■ **YOUR GOAL**
Select from the data all lines with the word "lane".

::::

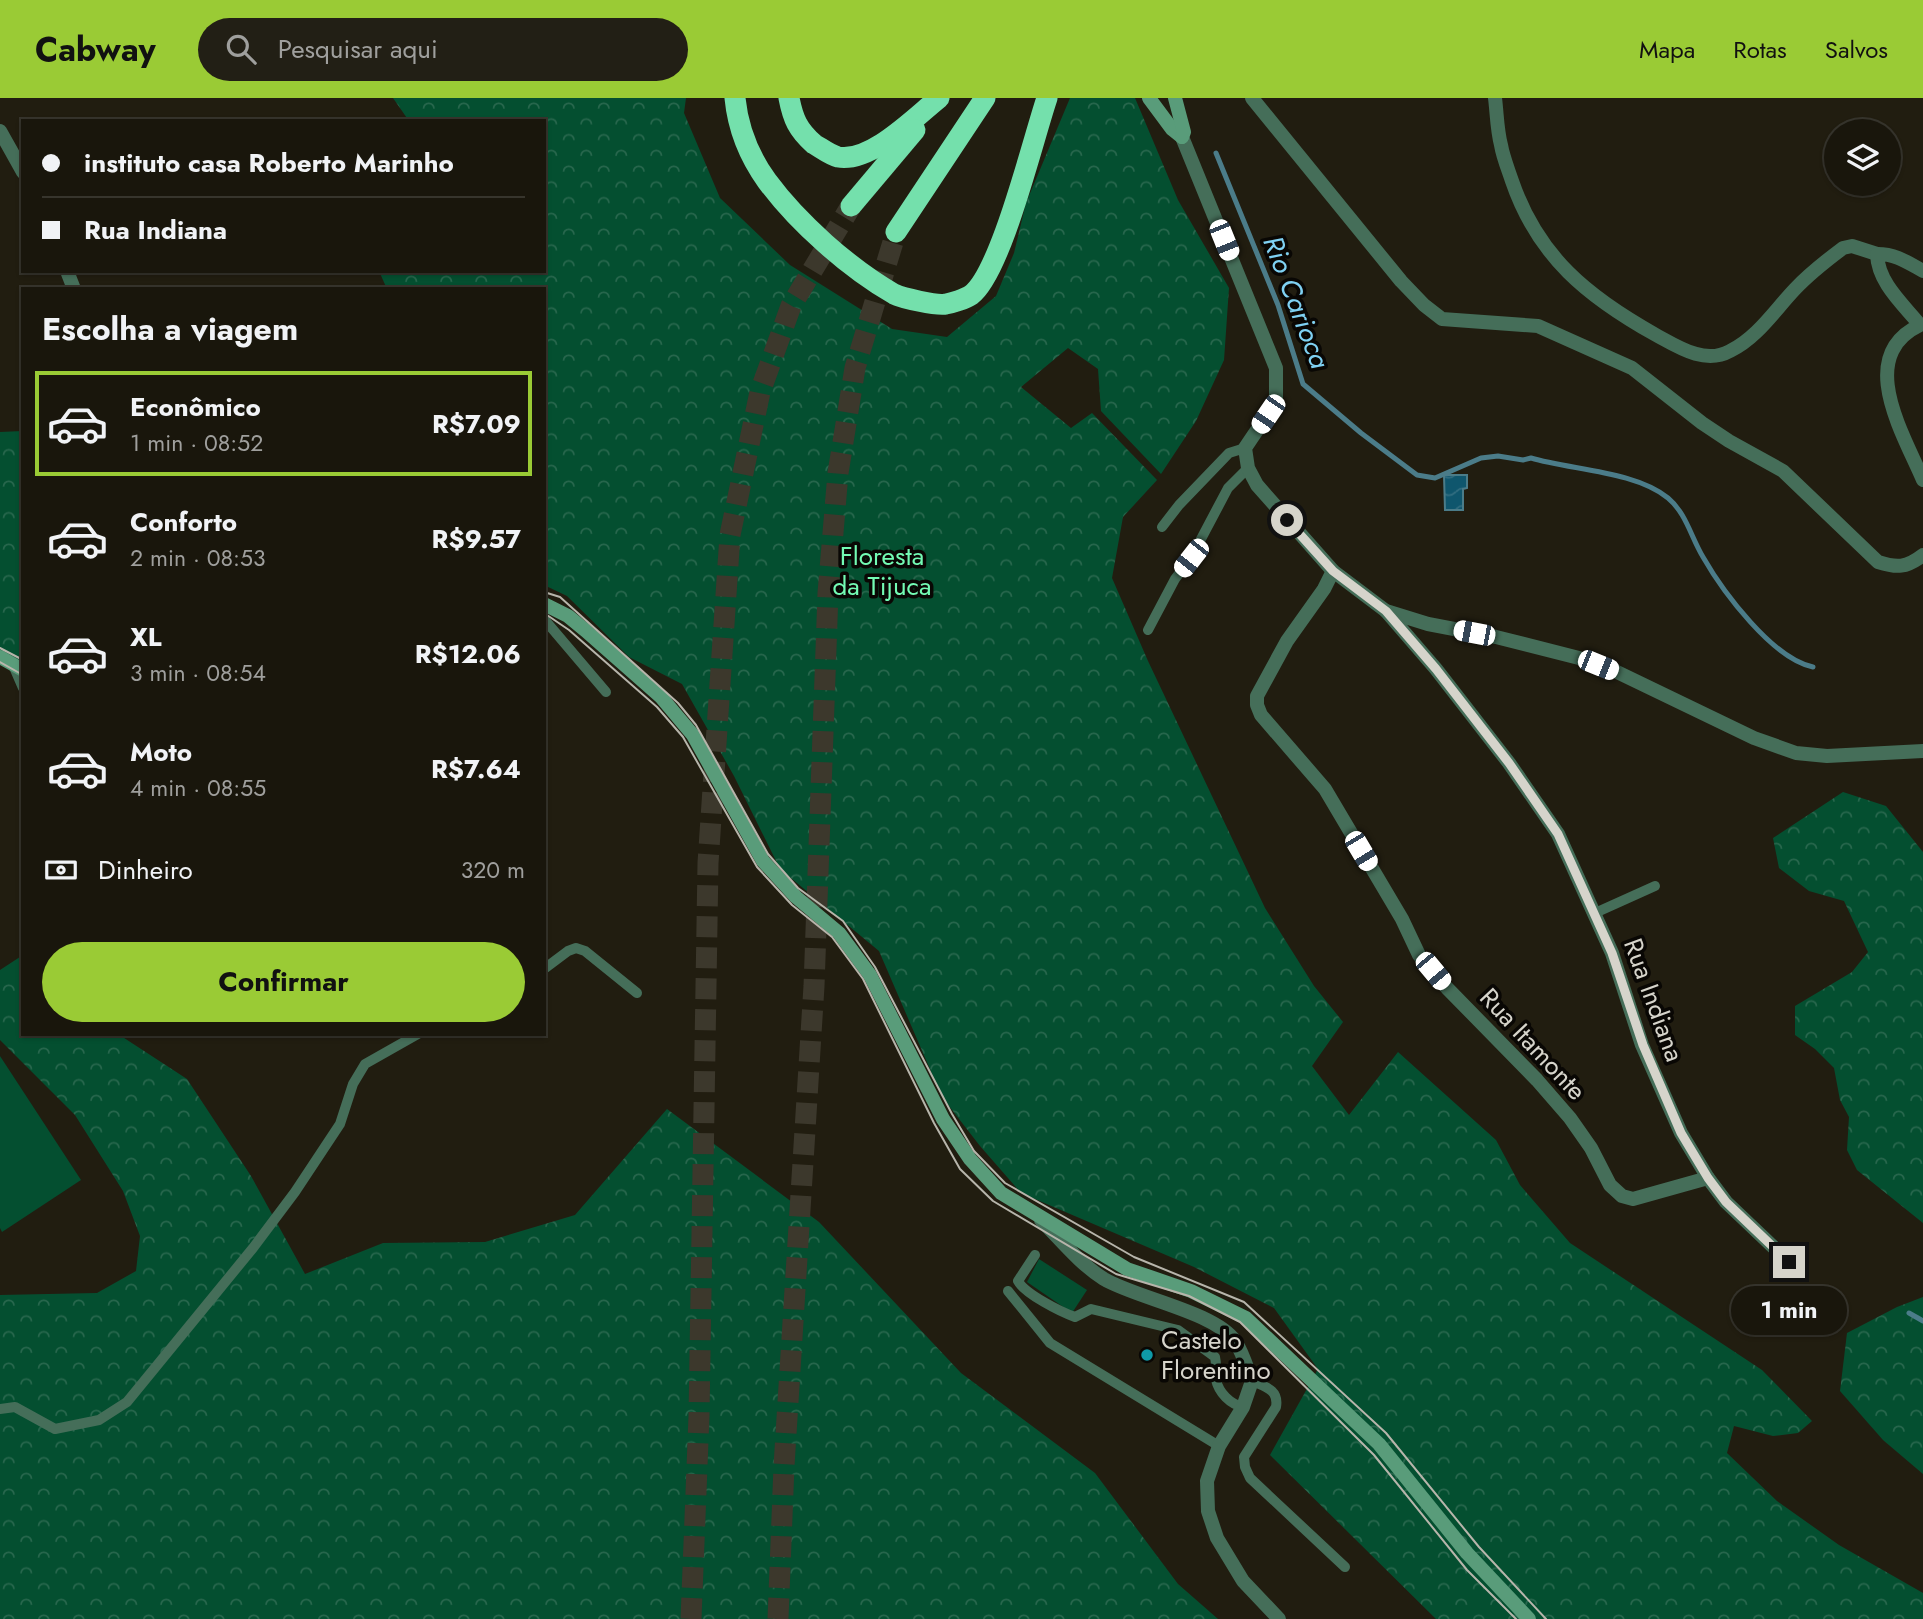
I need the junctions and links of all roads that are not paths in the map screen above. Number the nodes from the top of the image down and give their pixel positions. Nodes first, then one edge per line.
1 (735, 98) edge
2 (789, 98) edge
3 (941, 98) edge
4 (985, 98) edge
5 (1046, 98) edge
6 (1149, 98) edge
7 (1175, 98) edge
8 (1252, 98) edge
9 (1495, 98) edge
10 (0, 131) edge
11 (1182, 138) junction
12 (21, 168) edge
13 (851, 206) tunnel mouth
14 (896, 232) tunnel mouth
15 (1877, 254) junction
16 (1923, 271) edge
17 (1922, 327) edge
18 (1245, 448) junction
19 (1248, 468) junction
20 (1923, 480) edge
21 (1162, 527) dead end
22 (1923, 555) edge
23 (1333, 571) junction
24 (546, 605) edge
25 (1386, 611) junction
26 (546, 621) edge
27 (1148, 630) dead end
28 (0, 657) edge
29 (18, 667) edge
30 (606, 692) dead end
31 (1923, 751) edge
32 (1655, 886) dead end
33 (1595, 913) junction
34 (546, 968) edge
35 (637, 993) dead end
36 (414, 1036) edge
37 (1708, 1178) junction
38 (1035, 1214) junction
39 (1035, 1255) dead end
40 (1789, 1262) dead end
41 (1009, 1291) dead end
42 (1252, 1381) junction
43 (1243, 1407) junction
44 (0, 1409) edge
45 (1219, 1446) junction
46 (1345, 1567) dead end
47 (1279, 1619) edge
48 (1529, 1619) edge

1 - 5 highway
2 - 3 highway
3 - 13 highway
4 - 14 highway
6 - 11 street
7 - 11 street
8 - 22 street
9 - 15 street
10 - 12 street
11 - 18 street
15 - 16 street
15 - 17 street
17 - 20 street
18 - 19 street
18 - 21 lane
19 - 23 street
19 - 27 lane
23 - 25 street
23 - 37 street, Rua Itamonte
24 - 38 street
25 - 31 street
25 - 33 street, Rua Indiana
26 - 30 lane
28 - 29 street
32 - 33 lane
33 - 37 street, Rua Indiana
34 - 35 lane
36 - 44 lane
37 - 40 street, Rua Indiana
38 - 42 street
38 - 48 street
39 - 43 lane
41 - 45 lane
42 - 43 street
42 - 46 lane
43 - 45 street
45 - 47 street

::::

■ **TASK OUTPUT**
18 - 21 lane
19 - 27 lane
26 - 30 lane
32 - 33 lane
34 - 35 lane
36 - 44 lane
39 - 43 lane
41 - 45 lane
42 - 46 lane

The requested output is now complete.